Randy escapes the lonely existence of his mobile home playing Nintendo and indulging in mock wrestling matches with younger neighborhood boys who look up to him, yet are starting to move out of his life as they too grow older.
Driving into town in an older model van, which sports a haunting play-action figure of "The Ram" on the dashboard and serves as a home when he comes up short on his monthly rent, he routinely checks in with his old wrestling buddies and promoters who continue to book his matches and treat him with the respect of a tribal brother and a champion wrestler.
The one thing that keeps the man and person inside of Randy going is a relationship that he has developed with a beautiful yet aging stripper, Cassidy, who is astonishingly played by Marisa Tomei.
Although the relationship is deferential and built upon a surface-like attraction, the two have one thing in common - their ability to make a living through pleasing others with their bodies - which is the mask they conceals their real identities with which neither of them is in touch.
Randy and Cassidy's relationship is central to the film. Randy, who is one of Cassidy's paying customers and a regular at the striptease joint where she does her acts, wants to be as her amorous friend.
In an early scene, Randy reveals his feelings for Marisa through a semi-protective, aggressive reaction where he reaches out to protect her from the belittling comments of a younger group of guys who taunt her about her age as she cajoles them into a lap dance.
Cassidy responds with a terse tension that lets us know she views Randy as a paying client rather than a potential boyfriend.
Eventually we get subtle glimpses into Cassidy's more vulnerable feelings when she drops her professional guard and agrees to meet Randy outside of her workplace for just one beer only.
In the bar, the two unwind into a sensuous embrace and a lingering kiss that heightens Cassidy's tension. She reacts by gulping down her beer as quickly as possible and running haplessly out of the bar. Signaling her resolve to Randy, he views her feminine wiles and tough exterior with even more attraction.
The relationship evolves through a series of ups and downs where Cassidy retains a stiff upper lip as she resists Randy's blithe romantic approaches.
With unconvincing arguments that support her role as a working woman and a mother with important responsibilities at home, Randy cunningly works his way into her heart, giving up his dashboard toy figure of "The Ram" to her son.
Through his daughter, played by Evan Rachel Wood, we glimpse Randy's past as a series of bridges that he burned years ago.
It is not until after Randy suffers a serious heart attack and turns to Cassidy for help that she removes herself as a potential intimate, insisting that he reach out to his own family and only kin, his estranged daughter.
Again, he does not hear her deeper message. His false hopes are reinforced when Marisa, in an act of kindness, offers to meet him and help select a gift for his daughter's birthday.
The daughter, Stephanie Robinson, who attends college and lives with her girlfriend, is a striking young woman played by Evan Rachel Wood.

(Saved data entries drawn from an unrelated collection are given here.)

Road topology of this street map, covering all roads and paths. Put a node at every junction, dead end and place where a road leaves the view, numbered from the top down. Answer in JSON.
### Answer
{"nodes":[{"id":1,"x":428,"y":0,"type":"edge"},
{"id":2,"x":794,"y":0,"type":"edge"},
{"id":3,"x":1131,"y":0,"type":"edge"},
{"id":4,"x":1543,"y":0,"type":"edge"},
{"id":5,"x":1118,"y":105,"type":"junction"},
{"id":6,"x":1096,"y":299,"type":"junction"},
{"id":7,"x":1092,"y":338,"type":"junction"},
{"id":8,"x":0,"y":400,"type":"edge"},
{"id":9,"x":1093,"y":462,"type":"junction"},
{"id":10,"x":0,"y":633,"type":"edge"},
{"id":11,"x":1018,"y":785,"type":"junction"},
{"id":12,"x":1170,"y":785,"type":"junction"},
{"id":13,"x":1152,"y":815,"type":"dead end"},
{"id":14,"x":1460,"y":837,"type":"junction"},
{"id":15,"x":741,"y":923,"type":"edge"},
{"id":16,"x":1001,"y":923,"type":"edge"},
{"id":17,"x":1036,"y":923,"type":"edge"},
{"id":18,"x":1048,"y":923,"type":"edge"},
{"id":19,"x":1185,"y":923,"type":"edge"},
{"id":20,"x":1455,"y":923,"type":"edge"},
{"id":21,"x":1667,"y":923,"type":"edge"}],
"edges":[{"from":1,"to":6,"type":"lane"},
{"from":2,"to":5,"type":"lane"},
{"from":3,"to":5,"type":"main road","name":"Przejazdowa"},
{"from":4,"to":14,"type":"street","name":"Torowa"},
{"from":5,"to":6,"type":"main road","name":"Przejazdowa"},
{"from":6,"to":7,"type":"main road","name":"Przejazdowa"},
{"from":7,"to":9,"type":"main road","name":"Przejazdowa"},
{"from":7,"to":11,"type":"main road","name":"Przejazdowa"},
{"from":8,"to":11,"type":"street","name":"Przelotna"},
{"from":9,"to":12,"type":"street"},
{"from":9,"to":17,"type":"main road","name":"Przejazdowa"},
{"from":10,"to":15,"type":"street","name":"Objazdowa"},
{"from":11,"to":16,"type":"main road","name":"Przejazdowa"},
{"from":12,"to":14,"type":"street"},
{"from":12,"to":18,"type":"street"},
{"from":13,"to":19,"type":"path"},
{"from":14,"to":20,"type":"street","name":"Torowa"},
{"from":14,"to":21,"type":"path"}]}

Through her, we glimpse Randy's past as a series of bridges that he burned years ago. She is unwilling at first to accept him back into her life, faulting him with the fact that he was not there for her when she needed him.
With warm brown eyes and elegant charm, he woos her back into his life like a knight in shining armor and a voice as sweet and gentle as a prince who comes bearing gifts.

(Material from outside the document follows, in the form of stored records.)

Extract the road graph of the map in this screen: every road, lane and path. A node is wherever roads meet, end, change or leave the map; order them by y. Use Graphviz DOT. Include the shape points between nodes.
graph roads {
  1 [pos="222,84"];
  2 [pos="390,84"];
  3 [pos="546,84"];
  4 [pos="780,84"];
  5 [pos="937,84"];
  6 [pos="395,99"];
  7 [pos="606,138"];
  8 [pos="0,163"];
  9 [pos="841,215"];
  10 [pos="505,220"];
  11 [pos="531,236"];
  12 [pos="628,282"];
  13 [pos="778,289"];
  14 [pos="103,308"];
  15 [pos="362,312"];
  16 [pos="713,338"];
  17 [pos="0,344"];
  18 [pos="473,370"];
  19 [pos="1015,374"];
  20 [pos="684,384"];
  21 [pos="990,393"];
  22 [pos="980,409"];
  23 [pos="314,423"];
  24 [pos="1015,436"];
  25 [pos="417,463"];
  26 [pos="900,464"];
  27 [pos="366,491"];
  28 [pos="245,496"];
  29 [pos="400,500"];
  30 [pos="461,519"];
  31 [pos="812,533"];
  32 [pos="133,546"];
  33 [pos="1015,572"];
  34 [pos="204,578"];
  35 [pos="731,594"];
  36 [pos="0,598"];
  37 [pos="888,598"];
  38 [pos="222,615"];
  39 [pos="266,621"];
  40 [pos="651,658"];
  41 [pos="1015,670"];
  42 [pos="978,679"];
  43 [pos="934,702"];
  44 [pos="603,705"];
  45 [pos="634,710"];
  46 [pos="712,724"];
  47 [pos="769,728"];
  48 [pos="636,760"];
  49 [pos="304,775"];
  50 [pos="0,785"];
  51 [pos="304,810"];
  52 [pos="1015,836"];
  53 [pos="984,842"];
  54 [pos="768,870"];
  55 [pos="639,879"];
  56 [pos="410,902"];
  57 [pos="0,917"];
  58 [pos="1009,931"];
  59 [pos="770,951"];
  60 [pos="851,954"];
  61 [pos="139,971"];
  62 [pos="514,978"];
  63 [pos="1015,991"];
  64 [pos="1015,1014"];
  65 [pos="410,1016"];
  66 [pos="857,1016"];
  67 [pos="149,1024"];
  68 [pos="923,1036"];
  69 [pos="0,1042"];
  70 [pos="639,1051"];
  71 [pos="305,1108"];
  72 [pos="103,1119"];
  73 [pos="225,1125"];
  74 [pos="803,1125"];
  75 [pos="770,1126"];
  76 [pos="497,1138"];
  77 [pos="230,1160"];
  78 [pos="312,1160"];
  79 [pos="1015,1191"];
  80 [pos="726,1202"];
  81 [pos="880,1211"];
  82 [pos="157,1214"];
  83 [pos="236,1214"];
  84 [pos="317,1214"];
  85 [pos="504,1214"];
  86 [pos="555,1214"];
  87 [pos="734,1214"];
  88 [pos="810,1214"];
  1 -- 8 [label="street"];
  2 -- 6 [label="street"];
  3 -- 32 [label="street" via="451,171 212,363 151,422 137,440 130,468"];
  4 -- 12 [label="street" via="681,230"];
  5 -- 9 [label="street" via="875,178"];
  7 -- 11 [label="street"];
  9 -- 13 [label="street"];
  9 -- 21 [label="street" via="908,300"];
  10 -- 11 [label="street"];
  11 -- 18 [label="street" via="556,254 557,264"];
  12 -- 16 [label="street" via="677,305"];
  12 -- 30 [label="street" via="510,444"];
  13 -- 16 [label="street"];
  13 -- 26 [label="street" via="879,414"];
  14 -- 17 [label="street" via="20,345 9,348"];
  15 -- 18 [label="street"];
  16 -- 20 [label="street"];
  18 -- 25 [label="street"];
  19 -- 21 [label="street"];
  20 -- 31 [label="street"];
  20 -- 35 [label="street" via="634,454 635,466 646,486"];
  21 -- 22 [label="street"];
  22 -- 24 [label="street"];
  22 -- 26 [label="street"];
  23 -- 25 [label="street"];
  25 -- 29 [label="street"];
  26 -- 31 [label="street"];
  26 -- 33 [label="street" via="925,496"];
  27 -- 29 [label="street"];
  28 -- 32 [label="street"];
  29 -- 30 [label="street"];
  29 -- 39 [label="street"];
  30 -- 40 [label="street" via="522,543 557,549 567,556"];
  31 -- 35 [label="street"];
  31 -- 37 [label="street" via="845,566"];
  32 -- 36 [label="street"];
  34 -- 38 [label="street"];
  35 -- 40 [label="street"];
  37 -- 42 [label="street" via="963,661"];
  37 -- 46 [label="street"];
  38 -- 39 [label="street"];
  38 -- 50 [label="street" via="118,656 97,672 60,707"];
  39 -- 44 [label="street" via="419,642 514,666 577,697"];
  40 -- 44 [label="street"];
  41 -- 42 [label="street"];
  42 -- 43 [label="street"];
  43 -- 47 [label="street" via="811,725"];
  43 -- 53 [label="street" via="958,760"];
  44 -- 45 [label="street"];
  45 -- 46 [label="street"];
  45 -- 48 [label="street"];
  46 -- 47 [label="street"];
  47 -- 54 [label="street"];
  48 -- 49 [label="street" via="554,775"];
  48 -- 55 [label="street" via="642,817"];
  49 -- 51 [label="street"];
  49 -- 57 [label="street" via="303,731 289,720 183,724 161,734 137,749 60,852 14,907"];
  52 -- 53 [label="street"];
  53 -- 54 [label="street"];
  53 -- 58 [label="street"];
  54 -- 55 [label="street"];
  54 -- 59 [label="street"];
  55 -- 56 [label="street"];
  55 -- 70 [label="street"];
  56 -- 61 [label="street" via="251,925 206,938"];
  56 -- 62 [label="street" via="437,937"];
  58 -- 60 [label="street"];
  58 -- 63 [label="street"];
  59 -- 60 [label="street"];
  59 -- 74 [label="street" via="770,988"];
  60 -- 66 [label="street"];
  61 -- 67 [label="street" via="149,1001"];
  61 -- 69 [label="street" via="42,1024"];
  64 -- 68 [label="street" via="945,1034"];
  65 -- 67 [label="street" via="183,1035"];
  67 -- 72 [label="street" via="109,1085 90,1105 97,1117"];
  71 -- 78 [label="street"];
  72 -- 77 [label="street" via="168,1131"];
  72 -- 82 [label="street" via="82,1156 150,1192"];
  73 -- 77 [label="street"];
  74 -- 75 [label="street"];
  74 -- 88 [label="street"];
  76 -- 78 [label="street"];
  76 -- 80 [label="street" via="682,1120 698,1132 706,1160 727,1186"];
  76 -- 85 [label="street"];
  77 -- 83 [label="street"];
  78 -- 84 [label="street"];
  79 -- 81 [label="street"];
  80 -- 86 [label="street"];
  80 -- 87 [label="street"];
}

But with little patience left on her side, Randy is just one poorly timed mistake away from losing his daughter when he gets caught up in a highly sensual escapade with a young blonde and forgets to keep his dinner date with his daughter.

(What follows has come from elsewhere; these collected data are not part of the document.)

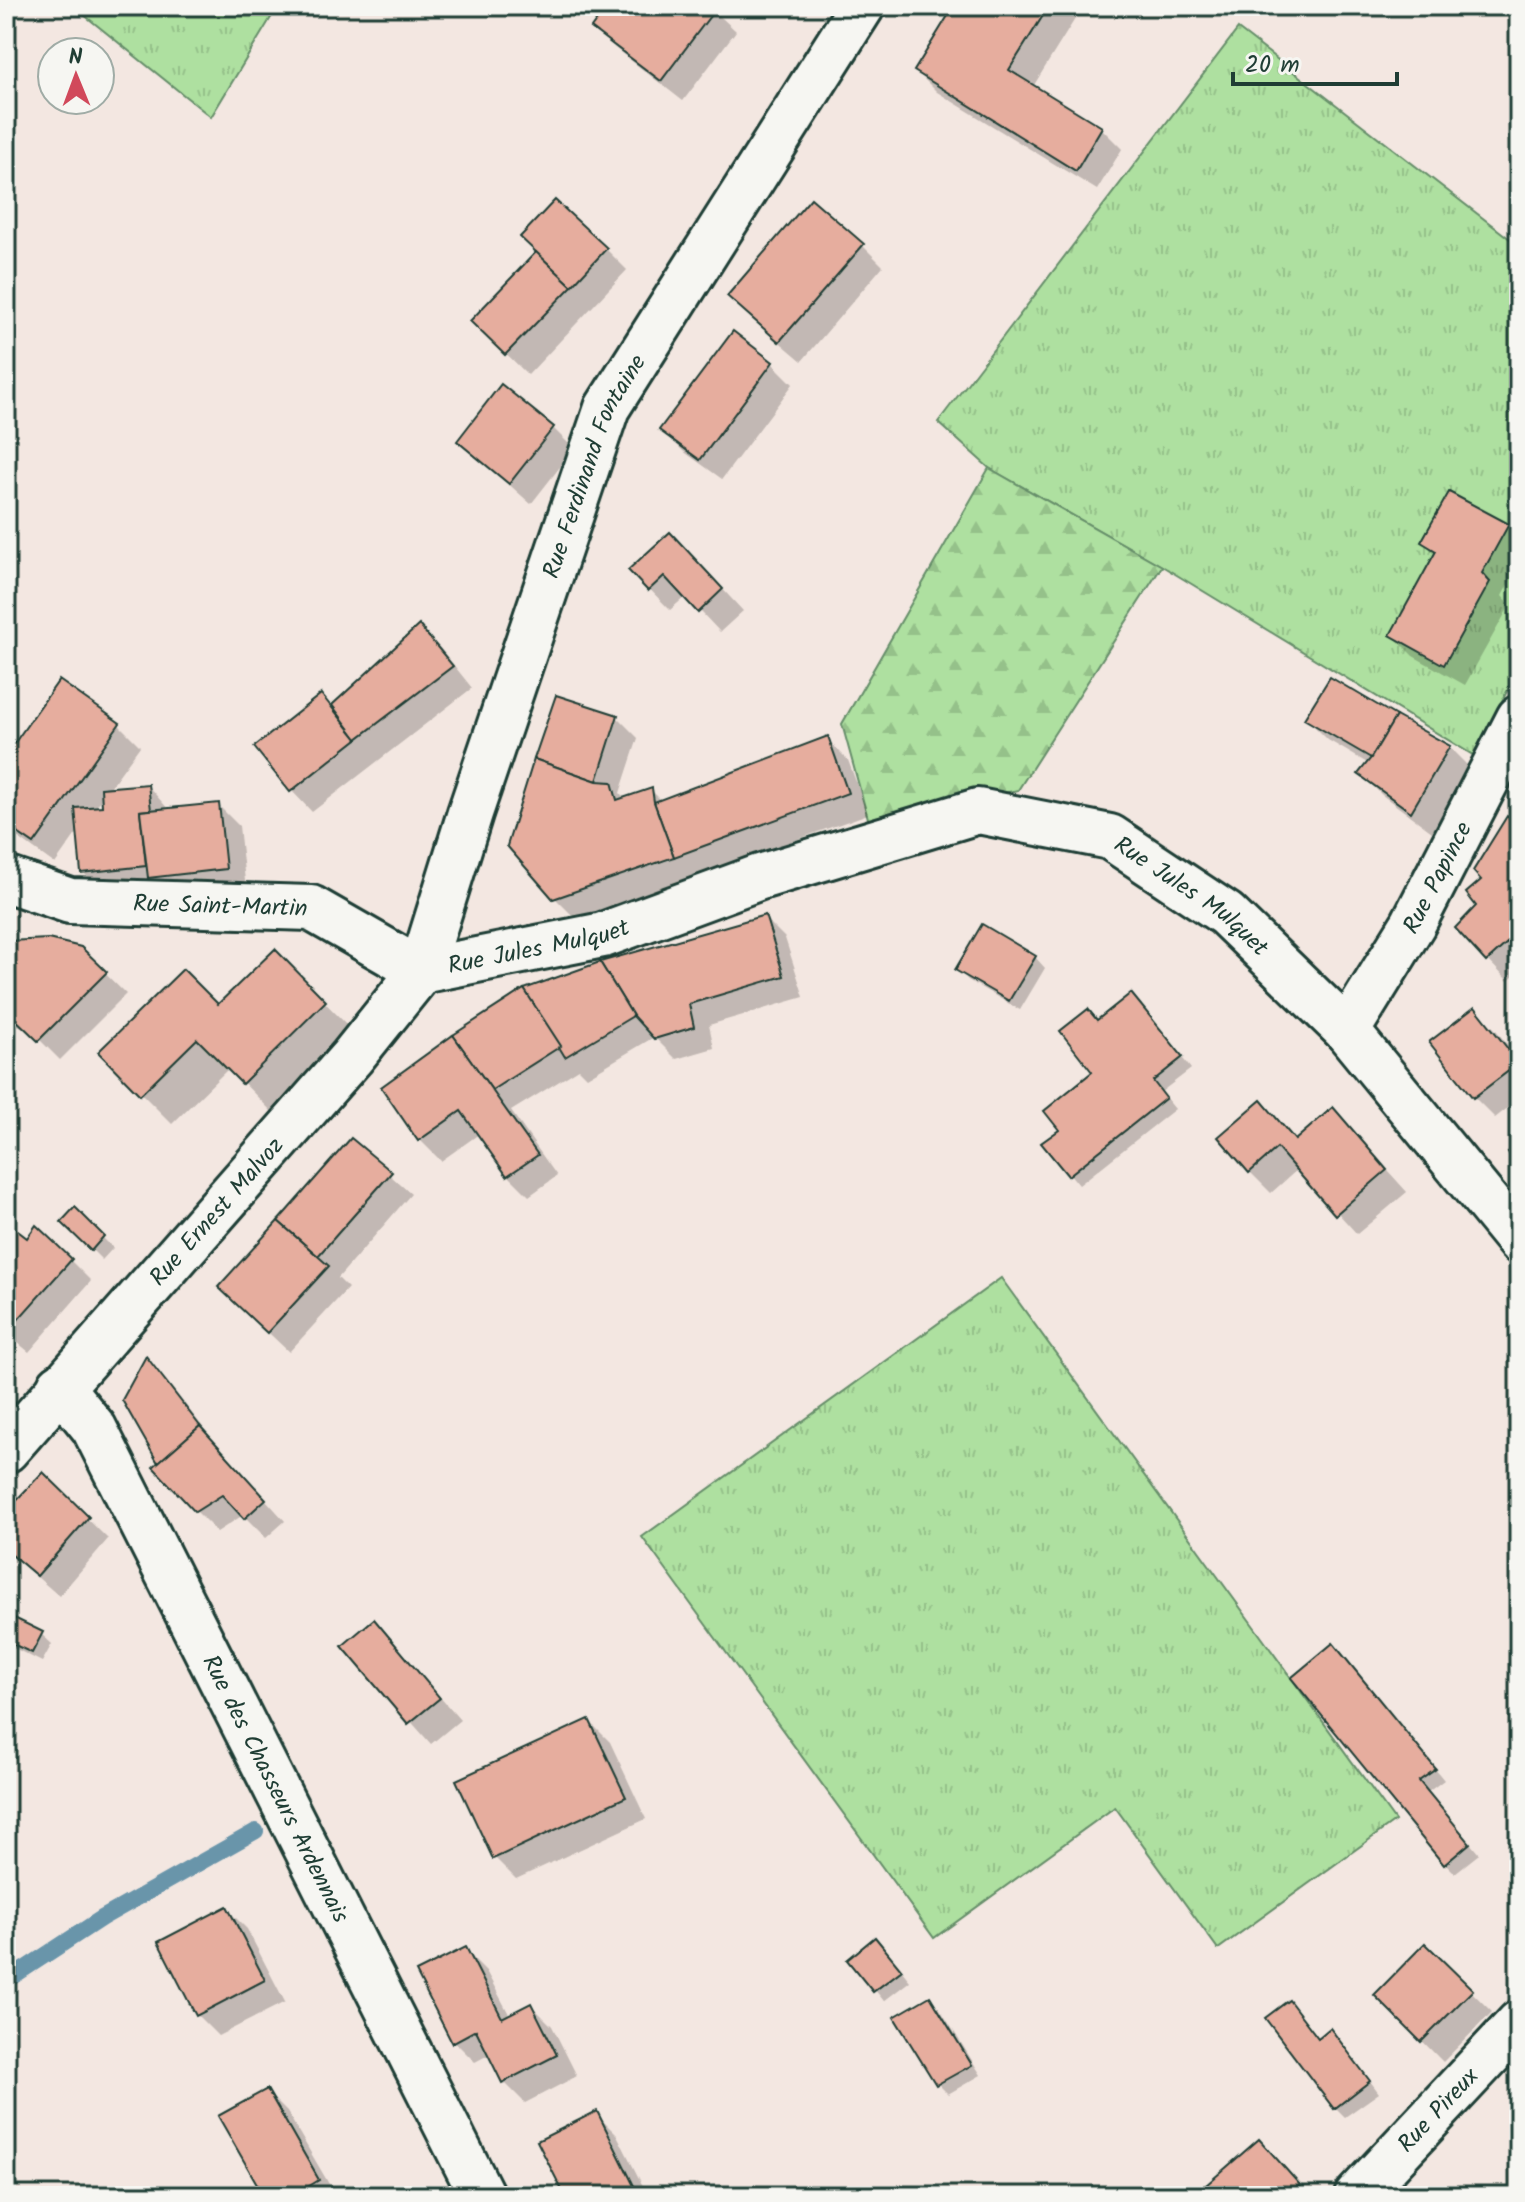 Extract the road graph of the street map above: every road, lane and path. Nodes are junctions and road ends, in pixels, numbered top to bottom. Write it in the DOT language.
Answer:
graph roads {
  1 [pos="862,6"];
  2 [pos="1519,718"];
  3 [pos="6,879"];
  4 [pos="421,971"];
  5 [pos="1347,1031"];
  6 [pos="1519,1241"];
  7 [pos="60,1386"];
  8 [pos="6,1450"];
  9 [pos="1519,2023"];
  10 [pos="482,2196"];
  11 [pos="1357,2196"];
  1 -- 4 [label="street, Rue Ferdinand Fontaine"];
  2 -- 5 [label="street, Rue Papince"];
  3 -- 4 [label="street, Rue Saint-Martin"];
  4 -- 5 [label="street, Rue Jules Mulquet"];
  4 -- 7 [label="street, Rue Ernest Malvoz"];
  5 -- 6 [label="street, Rue Jules Mulquet"];
  7 -- 8 [label="street, Rue Ernest Malvoz"];
  7 -- 10 [label="street, Rue des Chasseurs Ardennais"];
  9 -- 11 [label="street, Rue Pireux"];
}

Randy decides to step back into the ring
Frustrated and heartbroken by the rejections of his daughter and Cassidy, the latter of whom he thwarts during a heated argument, Randy lets on no self-pity or no feelings of remorse that might indicate a possible crack in the thick armor of his wrestling mentality. He reverses his decision to retire and decides to enter the ring once more.
Pulling out the stops, Randy defies his doctor's orders never to wrestle again when he agrees to fight his 1980s arch-nemesis, "The Ayatollah" in the larger venue of a wrestling arena that could serve as his ticket back into stardom.
Primed, pumped and prideful, Randy enters the arena like a god in full wrestling regalia. Drama runs strong as Randy is transformed through the sounds of a cheering audience and thunderous applause.
As he nears the ring, he is completely transfixed as if in a daze of past moments that he revisits with each step.
Nothing can stop his headlong rush into destiny, not even the unexpected arrival of Cassidy, who rushes to his side in a show of love and friendship, begging him not to wrestle and reminding him of his ill health.
Even she is too late, though, and nothing can stop Randy now from his final redemption, where he boldly confronts either his resurrection or certain death as Randy "The Ram" Robinson, the only person he will ever be.